LayerWhat it doesWhen it runs
php artisan tenants:rls(Re)generates policies from the live schema (SHA1-versioned bodies — a changed body is dropped and recreated) and provisions the shared NOBYPASSRLS role. Runs as the central role.After every migration touching tenant tables — wired into docker/dev-start-app.sh and the deploy pipeline.
php artisan tenants:verify-isolationThe drift gate: recomputes the set of tables the manager intends to scope and exits non-zero if any lacks an enabled + FORCED policy in pg_policies/pg_class.Locally before merge, non-fatally at dev start.
RlsCoverageTest (app-modules/tenancy/tests/Feature/)Proves verify-isolation itself works — fails the moment a tenant_id table exists without a policy.Every suite run.
The canary — RowLevelSecurityIsolationTestRuntime proof on a fixture table: tenant B cannot read or write tenant A's rows, even via raw DB::, while central sees both. Every real tenant-scoped model adds its own create-as-A/read-as-B test.Every suite run.

CI does not run tenants:verify-isolation yet — wiring it in as a hard deploy gate is tracked in docs/tracking/devops-hardening.md. Until that lands, the engineer (or agent) shipping a tenant-scoped schema change is that gate: run php artisan tenants:rls + php artisan tenants:verify-isolation locally before merge, every time.

The third pattern: central tables that reference tenants

Beyond "pure central" and "tenant-scoped" there is a deliberate hybrid (D53/D54): a central table carrying a plain bigint tenant_id with no FK — so TableRLSManager finds no FK path and generates no policy. It exists because some rows must reference a tenant without being scoped to one:

  • Written outside tenant scope, or against a rolled-back transaction. The bus's denied/failed/rejected attempt records and the vendor/DLP logs are written on the unmanaged pgsql_logs connection (D54) — a separate BYPASSRLS session with no session variable that commits independently, so the audit row survives the command transaction's rollback (D69).
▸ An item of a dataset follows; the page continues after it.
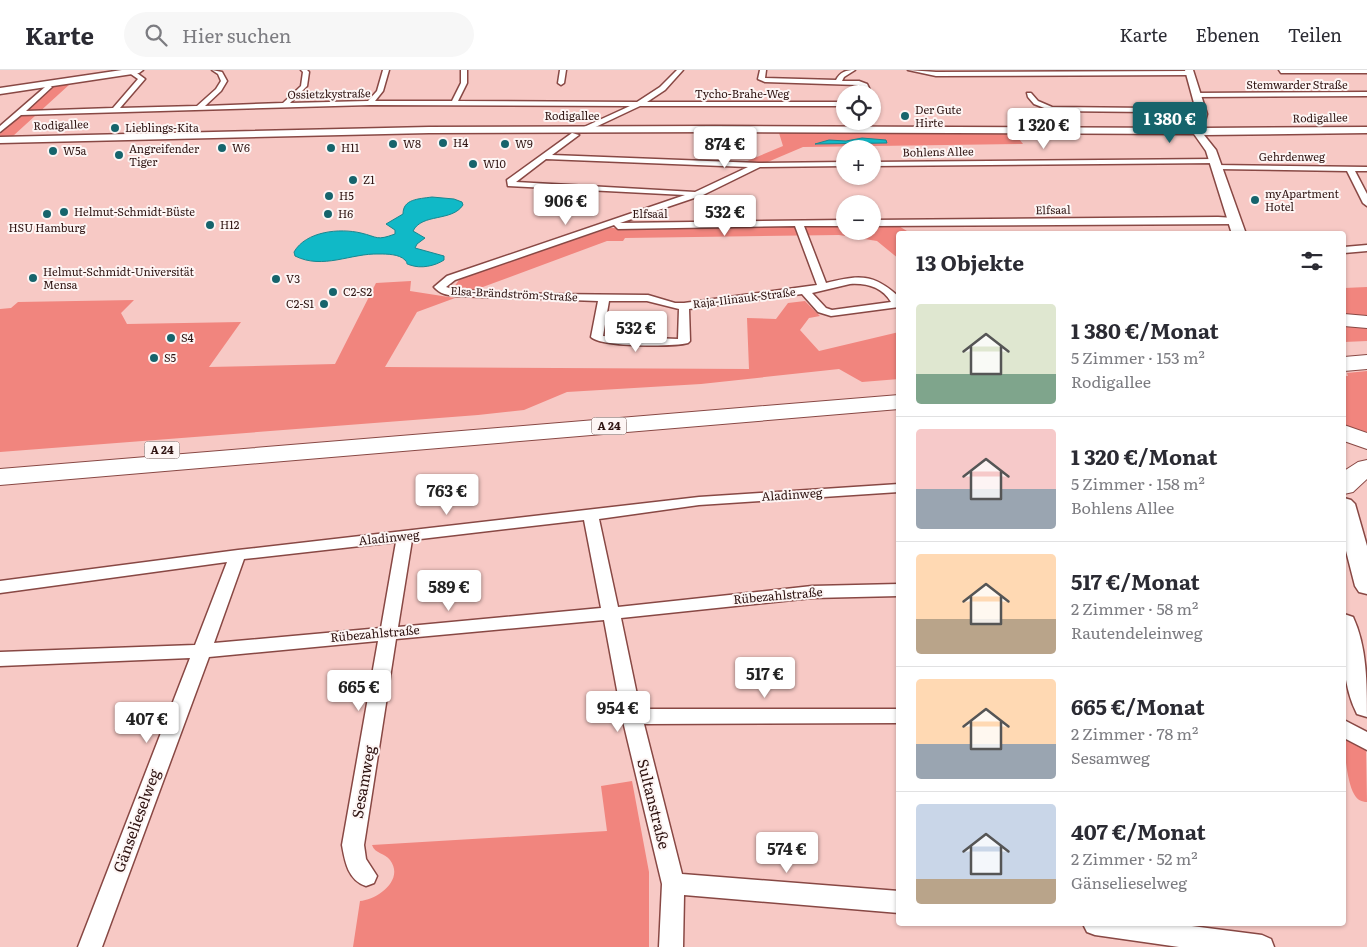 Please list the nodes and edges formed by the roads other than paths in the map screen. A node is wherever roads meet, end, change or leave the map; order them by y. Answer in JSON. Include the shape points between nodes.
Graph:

An RLS WITH CHECK would simply reject these writes. Webhook rows are similarly recorded in central context before tenancy initializes.
  • Read cross-tenant by design. Operator queues and regulator exports must see all tenants; a real FK would force a policy that silently scoped the operator's view — the "inverse leak" the model forbids.

The pattern has its own guard: every such table must be registered in CentralTableInverseLeakTest::REGISTERED_CENTRAL_TABLES (app-modules/tenancy/tests/Feature/), which asserts that every public table carrying a tenant_id is either RLS-policied or consciously registered — and that the registration list itself never goes stale. Current members include audit_events, vendor_request_logs, webhook_calls, operator_notifications, the DLP central logs, provider_customers, the compliance central stores, and task_run_units — the full annotated list lives in the test.